In particular, there exists a dense open subset of ${\mathcal U}_k$ , such that the quasimap can be stabilised at $i^{\mathrm {th}}$ base point. By passing to the complement of that open subset, repeating the argument and using the fact that ${\mathcal U}_k$ is quasicompact, we obtain a finite stratification of ${\mathcal U}_k$ into locally closed subsets,

$$\begin{align*}\bigcup_{j,i} {\mathcal U}^j_{k,i}={\mathcal U}_k, \end{align*}$$

such that the quasimap map can be stabilized at $i^{\mathrm {th}}$ base point over each stratum ${\mathcal U}^j_{k,i}$ . We now can evaluate the length of base points at each stratum ${\mathcal U}^j_{k,i}$ . The condition $\mathbf {(ii)}$ of $\epsilon $ -stability involves bounding a degree of line bundles from above; hence, this condition just picks some connected components (or none at all) of the strata ${\mathcal U}^j_{k,i}$ , which we denote by ${\mathcal U}^{j'}_{k,i}$ . Since ${\mathcal U}^j_{k,i}$ are locally closed subsets, ${\mathcal U}^{j'}_{k,i}$ are also locally closed and, in particular, constructible. The locus of $\epsilon $ -stable quasimaps ${\mathcal U}^{\epsilon }_k$ in ${\mathcal U}_k$ is given by intersections of $\cup _{j'}{\mathcal U}^{j'}_{k,i}$ for all i,

$$\begin{align*}{\mathcal U}^{\epsilon}_k :=\bigcap_i \left( \bigcup_{j'}{\mathcal U}^{j'}_{k,i}\right), \end{align*}$$

which is constructible, since it involves finite intersections and finite unions.

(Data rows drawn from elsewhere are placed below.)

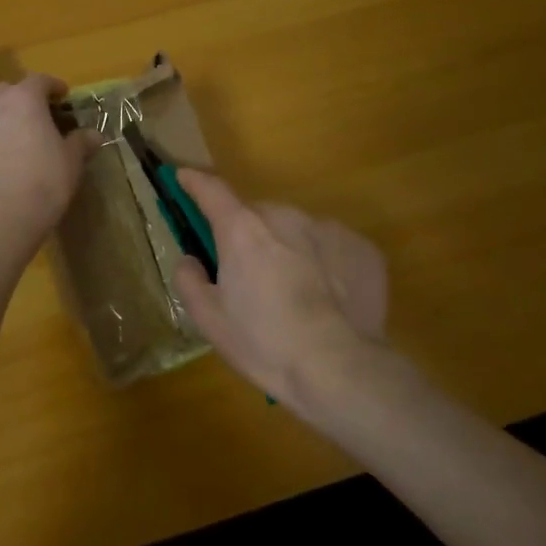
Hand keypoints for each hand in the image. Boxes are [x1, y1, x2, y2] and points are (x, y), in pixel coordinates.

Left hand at [0, 73, 102, 242]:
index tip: (63, 96)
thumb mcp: (72, 161)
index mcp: (24, 100)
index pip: (40, 80)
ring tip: (16, 140)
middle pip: (8, 91)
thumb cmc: (44, 181)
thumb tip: (93, 135)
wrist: (0, 217)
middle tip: (38, 117)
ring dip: (2, 120)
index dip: (53, 86)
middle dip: (23, 99)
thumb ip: (81, 142)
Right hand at [172, 170, 386, 400]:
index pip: (211, 190)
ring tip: (295, 293)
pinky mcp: (361, 247)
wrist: (339, 368)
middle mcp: (284, 216)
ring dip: (287, 248)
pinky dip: (323, 262)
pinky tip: (328, 299)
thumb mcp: (209, 319)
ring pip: (295, 229)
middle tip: (249, 274)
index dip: (194, 182)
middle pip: (256, 215)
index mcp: (241, 229)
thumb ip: (189, 279)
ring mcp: (327, 228)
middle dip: (248, 235)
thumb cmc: (264, 343)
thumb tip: (192, 259)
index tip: (184, 177)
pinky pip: (330, 246)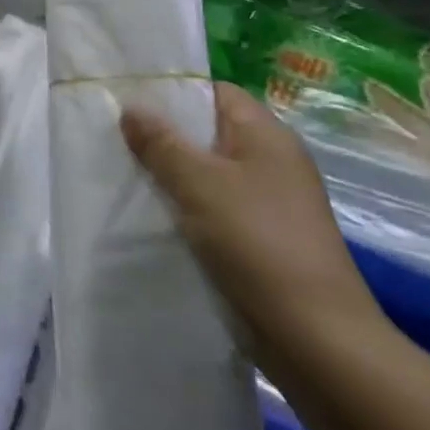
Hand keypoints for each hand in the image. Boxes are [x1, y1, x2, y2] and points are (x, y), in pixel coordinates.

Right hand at [122, 82, 387, 373]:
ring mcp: (270, 203)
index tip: (127, 96)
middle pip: (209, 131)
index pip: (215, 92)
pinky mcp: (262, 239)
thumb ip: (161, 142)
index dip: (174, 89)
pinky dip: (185, 205)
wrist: (316, 339)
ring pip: (208, 172)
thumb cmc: (258, 243)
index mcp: (267, 136)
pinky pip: (214, 206)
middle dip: (164, 133)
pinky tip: (152, 212)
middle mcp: (272, 162)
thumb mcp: (199, 183)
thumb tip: (131, 106)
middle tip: (114, 133)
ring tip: (123, 170)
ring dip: (171, 172)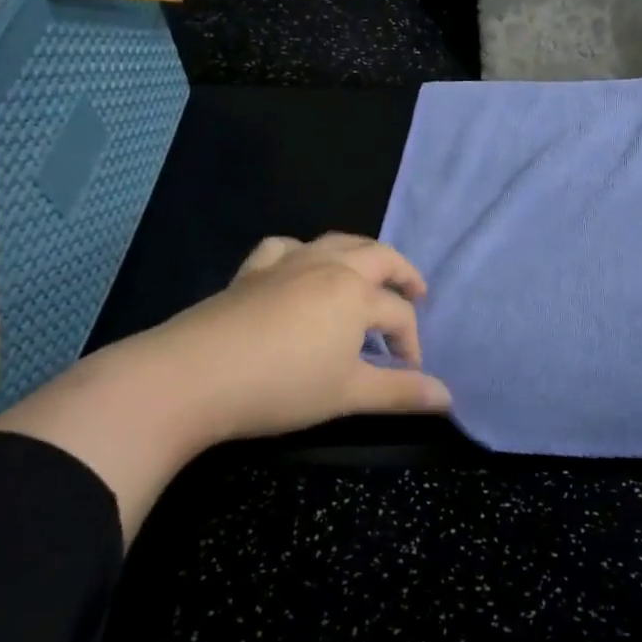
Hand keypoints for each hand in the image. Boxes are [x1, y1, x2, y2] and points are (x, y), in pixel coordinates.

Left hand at [0, 233, 449, 540]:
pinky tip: (301, 266)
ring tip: (369, 274)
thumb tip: (448, 398)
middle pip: (378, 257)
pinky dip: (302, 251)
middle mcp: (328, 266)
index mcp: (356, 292)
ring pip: (336, 242)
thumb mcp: (348, 394)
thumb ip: (400, 393)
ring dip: (361, 254)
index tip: (410, 374)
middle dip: (403, 274)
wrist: (192, 377)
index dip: (411, 344)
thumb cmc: (281, 386)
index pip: (398, 314)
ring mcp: (288, 264)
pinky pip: (284, 247)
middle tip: (416, 294)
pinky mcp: (252, 272)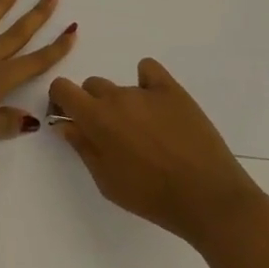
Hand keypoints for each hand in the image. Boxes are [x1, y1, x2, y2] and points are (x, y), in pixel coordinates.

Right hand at [48, 58, 263, 244]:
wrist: (207, 197)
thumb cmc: (151, 197)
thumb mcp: (107, 182)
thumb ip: (82, 148)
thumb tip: (65, 124)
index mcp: (96, 118)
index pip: (62, 87)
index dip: (61, 100)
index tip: (70, 118)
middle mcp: (116, 96)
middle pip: (92, 86)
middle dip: (94, 105)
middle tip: (111, 135)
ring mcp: (146, 90)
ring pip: (121, 87)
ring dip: (123, 104)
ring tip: (144, 132)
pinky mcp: (173, 89)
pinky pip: (148, 70)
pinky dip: (146, 82)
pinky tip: (156, 104)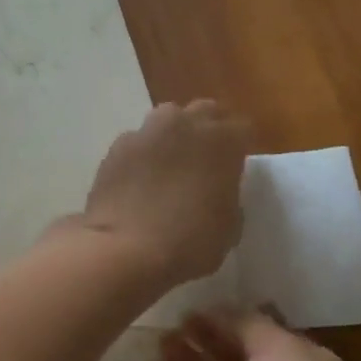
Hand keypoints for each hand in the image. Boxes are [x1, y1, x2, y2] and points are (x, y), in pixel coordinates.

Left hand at [79, 101, 250, 286]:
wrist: (126, 249)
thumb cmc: (189, 242)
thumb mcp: (229, 228)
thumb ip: (228, 197)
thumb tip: (219, 191)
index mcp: (224, 142)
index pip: (243, 129)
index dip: (240, 147)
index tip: (235, 166)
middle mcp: (187, 124)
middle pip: (206, 111)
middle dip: (209, 129)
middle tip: (206, 158)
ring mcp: (149, 131)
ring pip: (168, 117)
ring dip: (174, 133)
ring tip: (170, 162)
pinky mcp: (118, 146)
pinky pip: (138, 140)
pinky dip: (143, 152)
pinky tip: (139, 178)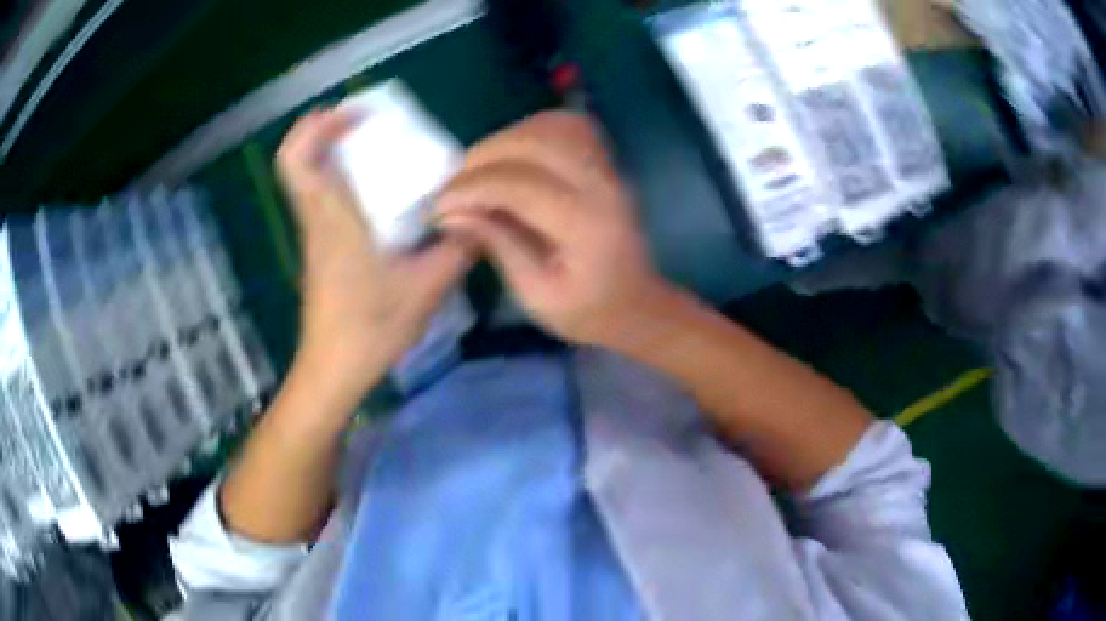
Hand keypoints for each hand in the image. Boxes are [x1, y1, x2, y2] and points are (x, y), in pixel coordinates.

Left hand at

The locus of $\epsilon $ -stable quasimaps in ${\mathcal U}$ is the image of the union $\cup _k{\mathcal U}^{\epsilon }_k$ ; that is, on the level of geometric points, we have

$$\begin{align*}|Q^{\epsilon}_{g,N}(M(\mathbf{v}),\beta)\cap {\mathcal U}|=\lvert p\left(\bigcup_k{\mathcal U}^{\epsilon}_k\right)\rvert.\end{align*}$$

Since p is a map between stacks of finite type, the image of a constructible set is constructible. We conclude that $Q^{\epsilon }_{g,N}(M(\mathbf {v}),\beta )$ is locally constructible.

Proof. As we said before, the only nontrivial part of the claim is the condition $\mathbf {(ii)}$ of $\epsilon $ -stability. By Lemma 4.4, we can use the valuative criterion of openess for (locally) constructible sets. We therefore have to show that if a family of quasimaps $f \colon {\mathcal C} \rightarrow \mathfrak {Coh}_{r}(S,\mathbf {v})$ over the spectrum of a discrete valuation ring $\Delta $ does not satisfy the condition $\mathbf {(ii)}$ at the generic fiber, it also does not satisfy it at the special fiber.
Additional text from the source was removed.